Print every line below exactly as written, but leave the pictures behind.

-- RECORD EXCERPTS follows --

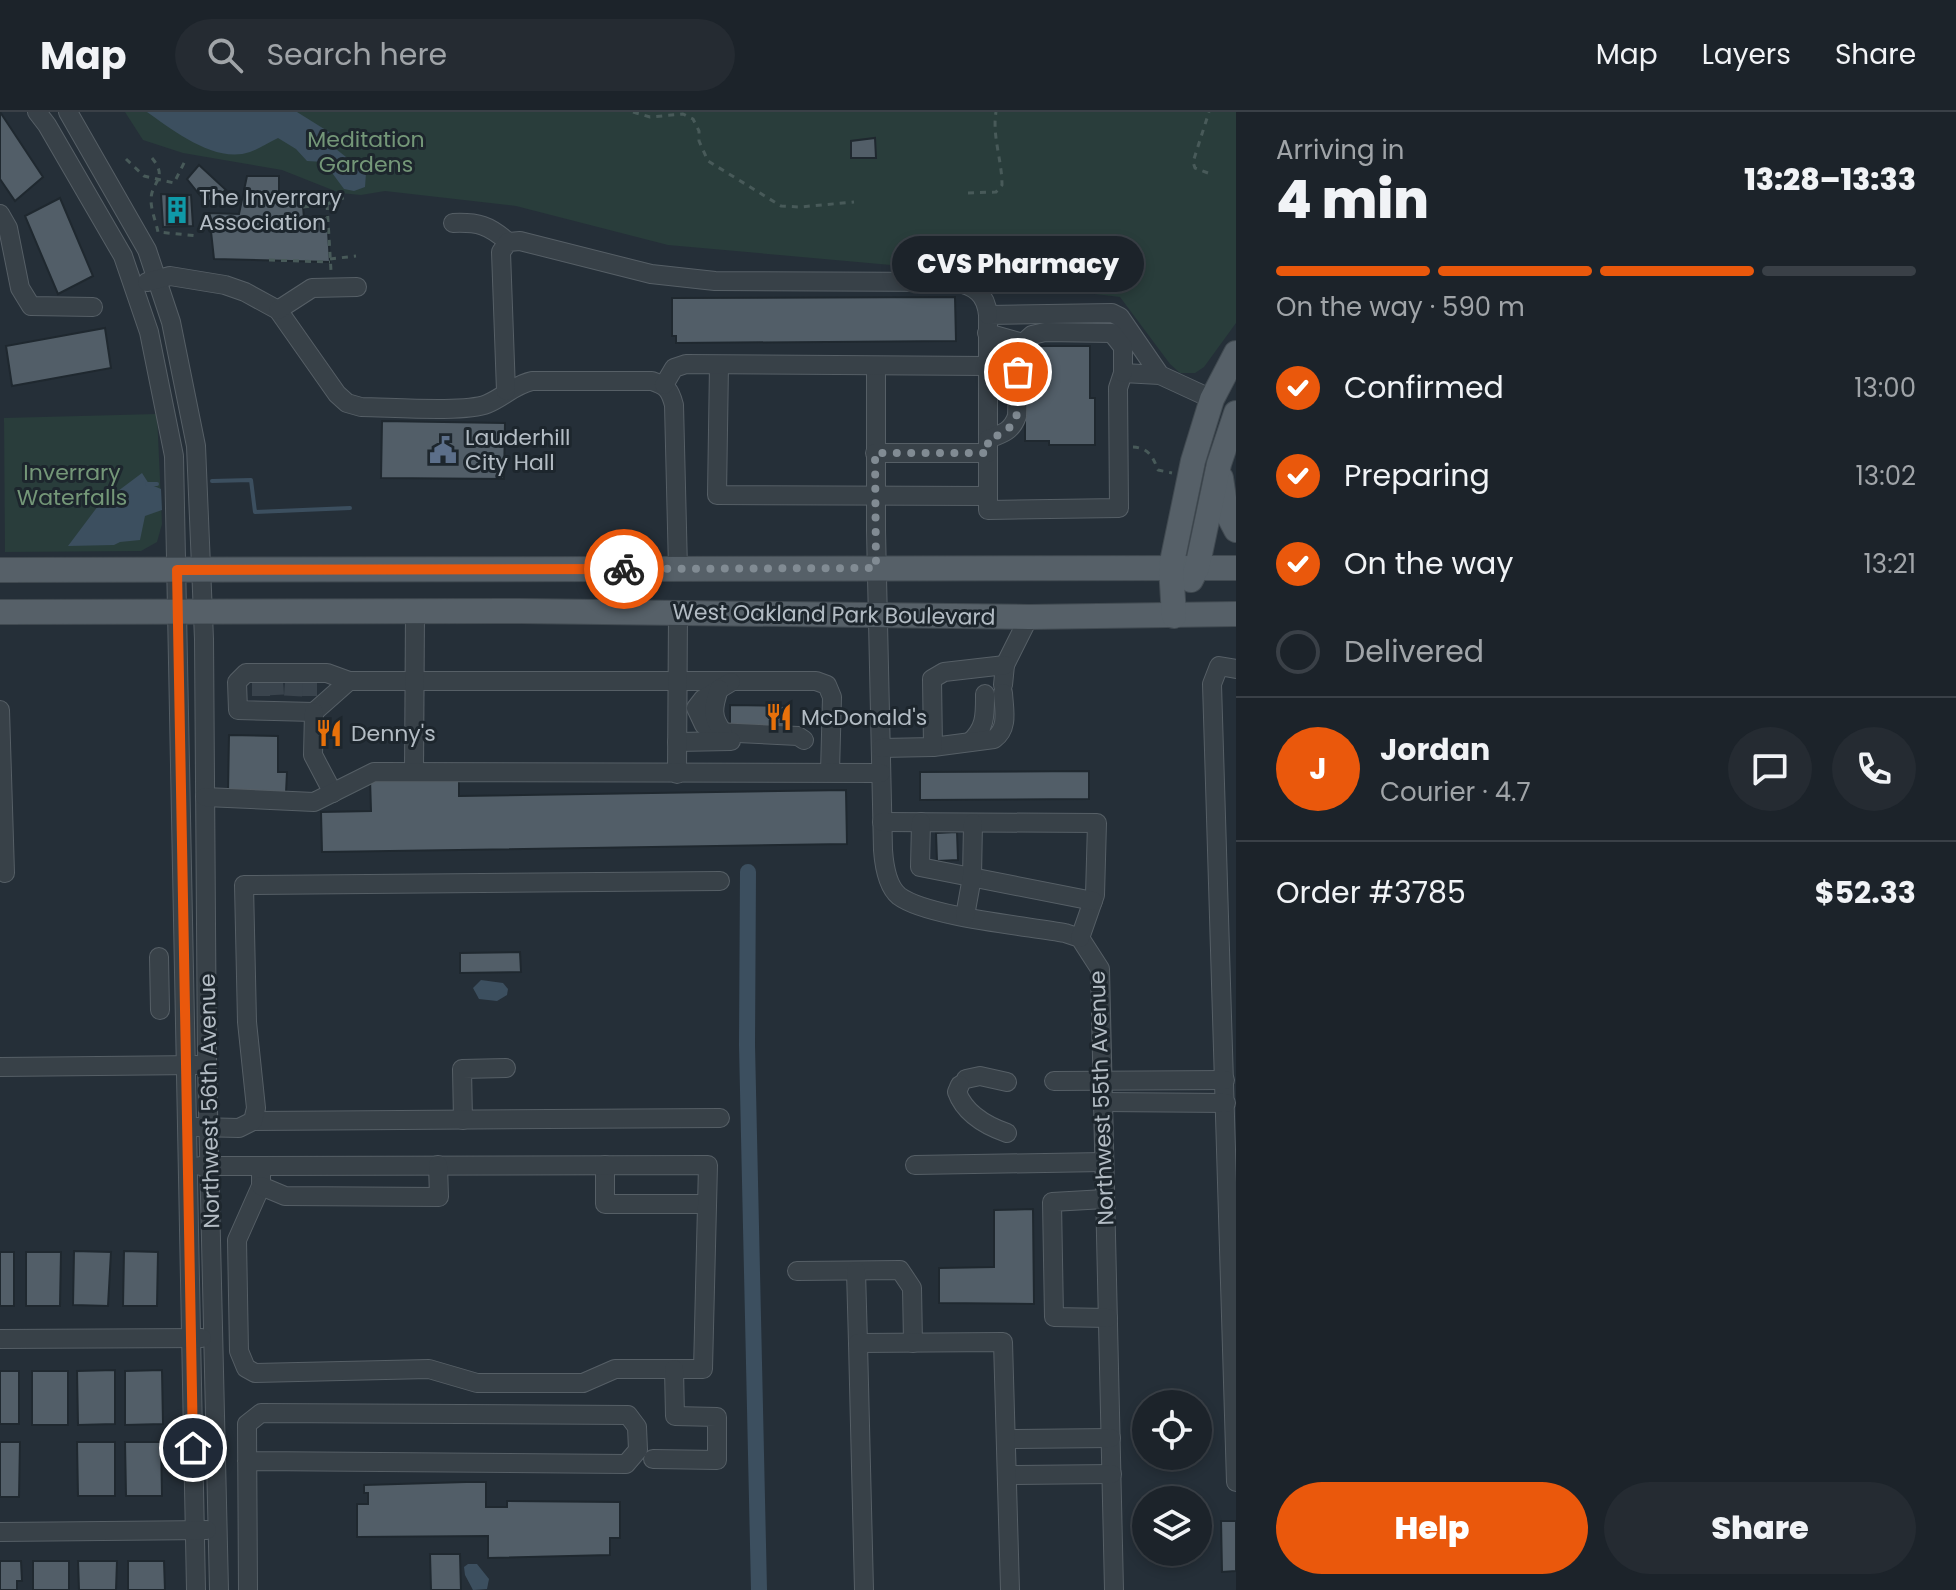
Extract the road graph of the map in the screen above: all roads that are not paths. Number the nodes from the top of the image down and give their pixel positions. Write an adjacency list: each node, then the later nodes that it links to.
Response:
1 (37, 112): 6 (street)
2 (68, 112): 7 (street)
3 (0, 214): 9 (street)
4 (453, 223): 5 (street)
5 (508, 242): 11 (street); 21 (street)
6 (123, 256): 7 (street); 36 (street)
7 (156, 282): 10 (street); 36 (street)
8 (357, 287): 10 (street)
9 (93, 307)
10 (278, 310): 21 (street)
11 (988, 324): 12 (street); 13 (street); 17 (street)
12 (1119, 329): 13 (street); 18 (street); 19 (street)
13 (1023, 343): 24 (street)
14 (1236, 353): 22 (main road)
15 (719, 365): 16 (street); 20 (street); 27 (street)
16 (876, 366): 17 (street); 25 (street, Northwest 55th Avenue)
17 (987, 366): 24 (street)
18 (1123, 373): 19 (street); 28 (street)
19 (1160, 375): 22 (street)
20 (664, 385): 21 (street); 34 (street)
21 (506, 391)
22 (1212, 399): 30 (main road)
23 (1236, 413): 26 (main road)
24 (988, 446): 25 (street); 28 (street)
25 (875, 453): 27 (street, Northwest 55th Avenue)
26 (1219, 464): 29 (main road); 32 (main road)
27 (875, 495): 28 (street); 31 (street, Northwest 55th Avenue)
28 (988, 496)
29 (1236, 530)
30 (1171, 567): 31 (main road, West Oakland Park Boulevard); 32 (main road, West Oakland Park Boulevard); 44 (main road)
31 (876, 568): 34 (main road, West Oakland Park Boulevard); 43 (street, Northwest 55th Avenue)
32 (1197, 568): 33 (main road, West Oakland Park Boulevard); 44 (main road)
33 (1236, 568)
34 (678, 569): 36 (main road, West Oakland Park Boulevard)
35 (0, 570): 36 (main road, West Oakland Park Boulevard)
36 (190, 570): 38 (street, Northwest 56th Avenue); 39 (street, Northwest 56th Avenue)
37 (0, 612): 38 (main road, West Oakland Park Boulevard)
38 (177, 612): 39 (main road, West Oakland Park Boulevard); 76 (street, Northwest 56th Avenue)
39 (203, 612): 40 (main road, West Oakland Park Boulevard); 64 (street, Northwest 56th Avenue)
40 (415, 613): 41 (main road, West Oakland Park Boulevard); 47 (street)
41 (678, 613): 43 (main road, West Oakland Park Boulevard); 49 (street)
42 (1236, 614): 44 (main road, West Oakland Park Boulevard)
43 (878, 615): 45 (main road, West Oakland Park Boulevard); 58 (street, Northwest 55th Avenue)
44 (1174, 616): 45 (main road, West Oakland Park Boulevard)
45 (1029, 617): 50 (street)
46 (1236, 669): 83 (street)
47 (415, 680): 48 (street); 49 (street); 59 (street)
48 (349, 681): 52 (street); 52 (street)
49 (678, 681): 51 (street); 56 (street)
50 (995, 682): 57 (street); 57 (street)
51 (726, 685): 54 (street); 55 (street)
52 (286, 691): 63 (street)
53 (0, 710): 68 (street)
54 (804, 740): 55 (street); 56 (street)
55 (831, 740): 60 (street)
56 (677, 742): 62 (street)
57 (933, 747): 58 (street)
58 (881, 748): 61 (street, Northwest 55th Avenue)
59 (414, 772): 62 (street); 63 (street)
60 (830, 772): 61 (street); 62 (street)
61 (881, 773): 65 (street, Northwest 55th Avenue)
62 (677, 774)
63 (333, 793): 64 (street)
64 (205, 797): 77 (street, Northwest 56th Avenue)
65 (882, 822): 66 (street); 72 (street, Northwest 55th Avenue)
66 (921, 822): 67 (street); 69 (street)
67 (973, 823): 69 (street); 71 (street)
68 (5, 873)
69 (972, 877): 71 (street); 72 (street)
70 (720, 881): 91 (street)
71 (1093, 901): 73 (street)
72 (965, 916): 73 (street, Northwest 55th Avenue)
73 (1080, 938): 85 (street, Northwest 55th Avenue)
74 (159, 957): 75 (street)
75 (159, 979): 76 (street); 78 (street)
76 (184, 979): 77 (street); 80 (street, Northwest 56th Avenue)
77 (207, 992): 79 (street, Northwest 56th Avenue)
78 (160, 1010)
79 (207, 1065): 80 (street); 93 (street, Northwest 56th Avenue)
80 (185, 1066): 81 (street); 92 (street, Northwest 56th Avenue)
81 (0, 1067)
82 (506, 1068): 90 (street)
83 (1225, 1080): 85 (street); 88 (street)
84 (1054, 1081): 85 (street)
85 (1103, 1081): 87 (street, Northwest 55th Avenue)
86 (1007, 1082): 94 (street)
87 (1103, 1102): 88 (street); 95 (street, Northwest 55th Avenue)
88 (1226, 1103): 120 (street)
89 (720, 1118): 90 (street)
90 (463, 1120): 91 (street)
91 (253, 1121): 93 (street)
92 (186, 1127): 93 (street); 99 (street, Northwest 56th Avenue)
93 (208, 1127): 100 (street, Northwest 56th Avenue)
94 (1007, 1133)
95 (1104, 1162): 98 (street); 103 (street, Northwest 55th Avenue)
96 (438, 1165): 97 (street); 101 (street); 102 (street)
97 (605, 1165): 104 (street); 104 (street)
98 (915, 1165)
99 (187, 1166): 100 (street); 108 (street, Northwest 56th Avenue)
100 (209, 1166): 101 (street); 109 (street, Northwest 56th Avenue)
101 (261, 1166): 102 (street)
102 (261, 1186): 113 (street)
103 (1105, 1199): 107 (street, Northwest 55th Avenue); 107 (street)
104 (707, 1204): 113 (street)
105 (797, 1271): 106 (street)
106 (856, 1271): 111 (street); 112 (street)
107 (1108, 1318): 114 (street, Northwest 55th Avenue)
108 (190, 1338): 109 (street); 110 (street); 122 (street, Northwest 56th Avenue)
109 (213, 1338): 121 (street, Northwest 56th Avenue)
110 (0, 1339)
111 (858, 1343): 112 (street); 127 (street)
112 (913, 1343): 115 (street)
113 (674, 1369): 116 (street)
114 (1111, 1438): 115 (street); 118 (street, Northwest 55th Avenue)
115 (1006, 1439): 119 (street)
116 (653, 1459)
117 (247, 1461): 117 (street); 126 (street)
118 (1112, 1474): 119 (street); 129 (street, Northwest 55th Avenue)
119 (1007, 1475): 128 (street)
120 (1236, 1482)
121 (218, 1529): 122 (street); 125 (street, Northwest 56th Avenue)
122 (195, 1530): 123 (street); 124 (street, Northwest 56th Avenue)
123 (0, 1532)
124 (196, 1590)
125 (219, 1590)
126 (248, 1590)
127 (864, 1590)
128 (1010, 1590)
129 (1114, 1590)

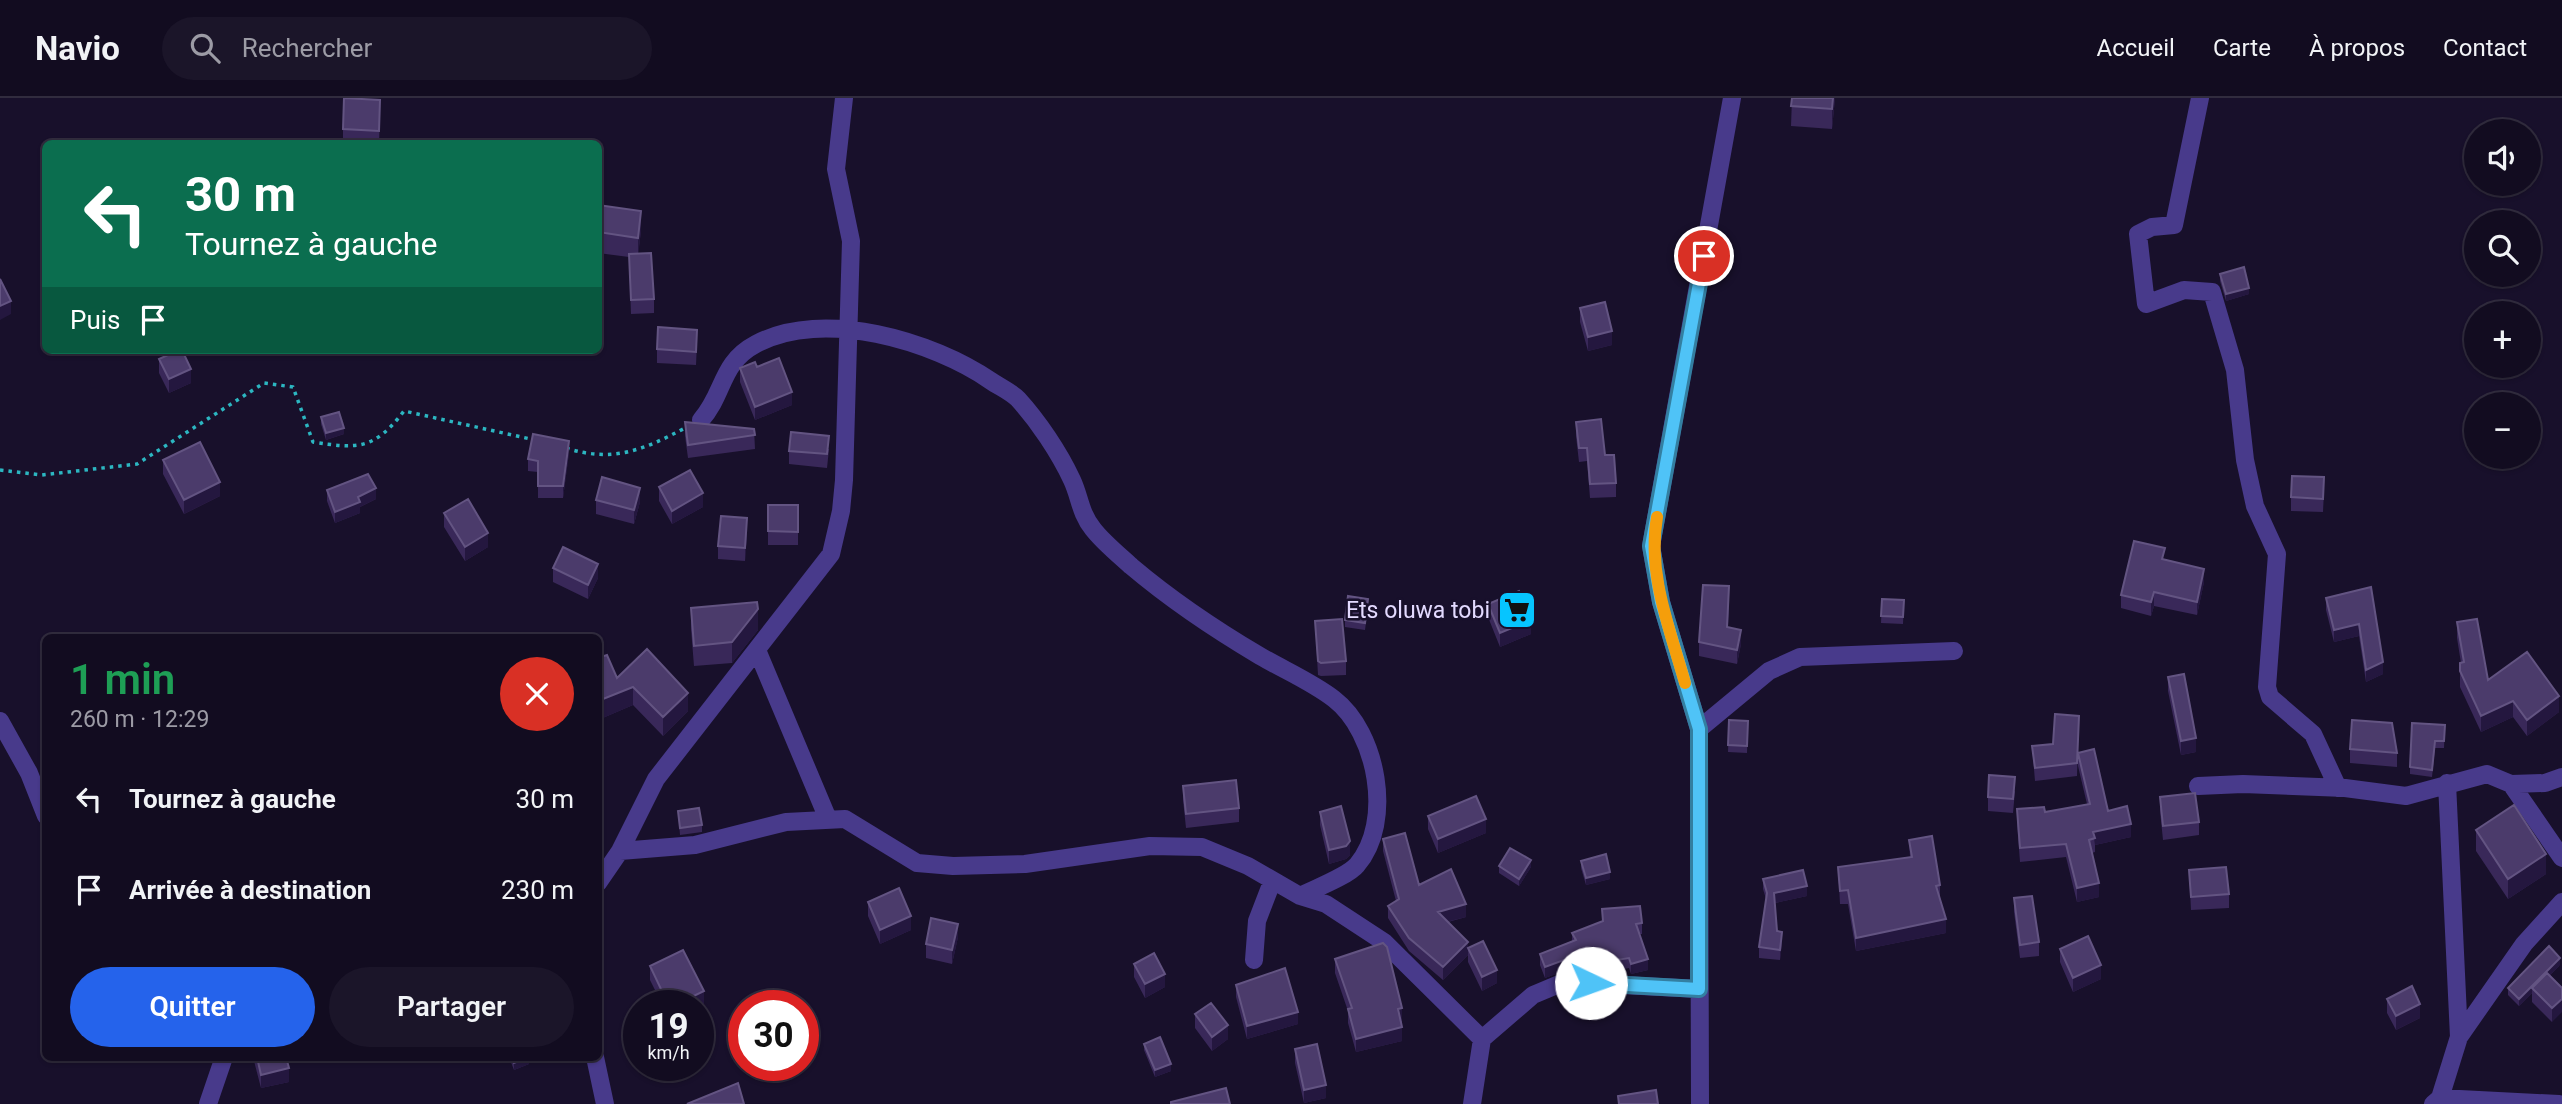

-- RECORD EXCERPTS concluded --

— RESULT —
Extract the road graph of the map in the screen above: all roads that are not paths. Number the nodes from the top of the image down and give their pixel positions. Write an adjacency list: each node, then the later nodes that it links to.
Response:
1 (37, 112): 6 (street)
2 (68, 112): 7 (street)
3 (0, 214): 9 (street)
4 (453, 223): 5 (street)
5 (508, 242): 11 (street); 21 (street)
6 (123, 256): 7 (street); 36 (street)
7 (156, 282): 10 (street); 36 (street)
8 (357, 287): 10 (street)
9 (93, 307)
10 (278, 310): 21 (street)
11 (988, 324): 12 (street); 13 (street); 17 (street)
12 (1119, 329): 13 (street); 18 (street); 19 (street)
13 (1023, 343): 24 (street)
14 (1236, 353): 22 (main road)
15 (719, 365): 16 (street); 20 (street); 27 (street)
16 (876, 366): 17 (street); 25 (street, Northwest 55th Avenue)
17 (987, 366): 24 (street)
18 (1123, 373): 19 (street); 28 (street)
19 (1160, 375): 22 (street)
20 (664, 385): 21 (street); 34 (street)
21 (506, 391)
22 (1212, 399): 30 (main road)
23 (1236, 413): 26 (main road)
24 (988, 446): 25 (street); 28 (street)
25 (875, 453): 27 (street, Northwest 55th Avenue)
26 (1219, 464): 29 (main road); 32 (main road)
27 (875, 495): 28 (street); 31 (street, Northwest 55th Avenue)
28 (988, 496)
29 (1236, 530)
30 (1171, 567): 31 (main road, West Oakland Park Boulevard); 32 (main road, West Oakland Park Boulevard); 44 (main road)
31 (876, 568): 34 (main road, West Oakland Park Boulevard); 43 (street, Northwest 55th Avenue)
32 (1197, 568): 33 (main road, West Oakland Park Boulevard); 44 (main road)
33 (1236, 568)
34 (678, 569): 36 (main road, West Oakland Park Boulevard)
35 (0, 570): 36 (main road, West Oakland Park Boulevard)
36 (190, 570): 38 (street, Northwest 56th Avenue); 39 (street, Northwest 56th Avenue)
37 (0, 612): 38 (main road, West Oakland Park Boulevard)
38 (177, 612): 39 (main road, West Oakland Park Boulevard); 76 (street, Northwest 56th Avenue)
39 (203, 612): 40 (main road, West Oakland Park Boulevard); 64 (street, Northwest 56th Avenue)
40 (415, 613): 41 (main road, West Oakland Park Boulevard); 47 (street)
41 (678, 613): 43 (main road, West Oakland Park Boulevard); 49 (street)
42 (1236, 614): 44 (main road, West Oakland Park Boulevard)
43 (878, 615): 45 (main road, West Oakland Park Boulevard); 58 (street, Northwest 55th Avenue)
44 (1174, 616): 45 (main road, West Oakland Park Boulevard)
45 (1029, 617): 50 (street)
46 (1236, 669): 83 (street)
47 (415, 680): 48 (street); 49 (street); 59 (street)
48 (349, 681): 52 (street); 52 (street)
49 (678, 681): 51 (street); 56 (street)
50 (995, 682): 57 (street); 57 (street)
51 (726, 685): 54 (street); 55 (street)
52 (286, 691): 63 (street)
53 (0, 710): 68 (street)
54 (804, 740): 55 (street); 56 (street)
55 (831, 740): 60 (street)
56 (677, 742): 62 (street)
57 (933, 747): 58 (street)
58 (881, 748): 61 (street, Northwest 55th Avenue)
59 (414, 772): 62 (street); 63 (street)
60 (830, 772): 61 (street); 62 (street)
61 (881, 773): 65 (street, Northwest 55th Avenue)
62 (677, 774)
63 (333, 793): 64 (street)
64 (205, 797): 77 (street, Northwest 56th Avenue)
65 (882, 822): 66 (street); 72 (street, Northwest 55th Avenue)
66 (921, 822): 67 (street); 69 (street)
67 (973, 823): 69 (street); 71 (street)
68 (5, 873)
69 (972, 877): 71 (street); 72 (street)
70 (720, 881): 91 (street)
71 (1093, 901): 73 (street)
72 (965, 916): 73 (street, Northwest 55th Avenue)
73 (1080, 938): 85 (street, Northwest 55th Avenue)
74 (159, 957): 75 (street)
75 (159, 979): 76 (street); 78 (street)
76 (184, 979): 77 (street); 80 (street, Northwest 56th Avenue)
77 (207, 992): 79 (street, Northwest 56th Avenue)
78 (160, 1010)
79 (207, 1065): 80 (street); 93 (street, Northwest 56th Avenue)
80 (185, 1066): 81 (street); 92 (street, Northwest 56th Avenue)
81 (0, 1067)
82 (506, 1068): 90 (street)
83 (1225, 1080): 85 (street); 88 (street)
84 (1054, 1081): 85 (street)
85 (1103, 1081): 87 (street, Northwest 55th Avenue)
86 (1007, 1082): 94 (street)
87 (1103, 1102): 88 (street); 95 (street, Northwest 55th Avenue)
88 (1226, 1103): 120 (street)
89 (720, 1118): 90 (street)
90 (463, 1120): 91 (street)
91 (253, 1121): 93 (street)
92 (186, 1127): 93 (street); 99 (street, Northwest 56th Avenue)
93 (208, 1127): 100 (street, Northwest 56th Avenue)
94 (1007, 1133)
95 (1104, 1162): 98 (street); 103 (street, Northwest 55th Avenue)
96 (438, 1165): 97 (street); 101 (street); 102 (street)
97 (605, 1165): 104 (street); 104 (street)
98 (915, 1165)
99 (187, 1166): 100 (street); 108 (street, Northwest 56th Avenue)
100 (209, 1166): 101 (street); 109 (street, Northwest 56th Avenue)
101 (261, 1166): 102 (street)
102 (261, 1186): 113 (street)
103 (1105, 1199): 107 (street, Northwest 55th Avenue); 107 (street)
104 (707, 1204): 113 (street)
105 (797, 1271): 106 (street)
106 (856, 1271): 111 (street); 112 (street)
107 (1108, 1318): 114 (street, Northwest 55th Avenue)
108 (190, 1338): 109 (street); 110 (street); 122 (street, Northwest 56th Avenue)
109 (213, 1338): 121 (street, Northwest 56th Avenue)
110 (0, 1339)
111 (858, 1343): 112 (street); 127 (street)
112 (913, 1343): 115 (street)
113 (674, 1369): 116 (street)
114 (1111, 1438): 115 (street); 118 (street, Northwest 55th Avenue)
115 (1006, 1439): 119 (street)
116 (653, 1459)
117 (247, 1461): 117 (street); 126 (street)
118 (1112, 1474): 119 (street); 129 (street, Northwest 55th Avenue)
119 (1007, 1475): 128 (street)
120 (1236, 1482)
121 (218, 1529): 122 (street); 125 (street, Northwest 56th Avenue)
122 (195, 1530): 123 (street); 124 (street, Northwest 56th Avenue)
123 (0, 1532)
124 (196, 1590)
125 (219, 1590)
126 (248, 1590)
127 (864, 1590)
128 (1010, 1590)
129 (1114, 1590)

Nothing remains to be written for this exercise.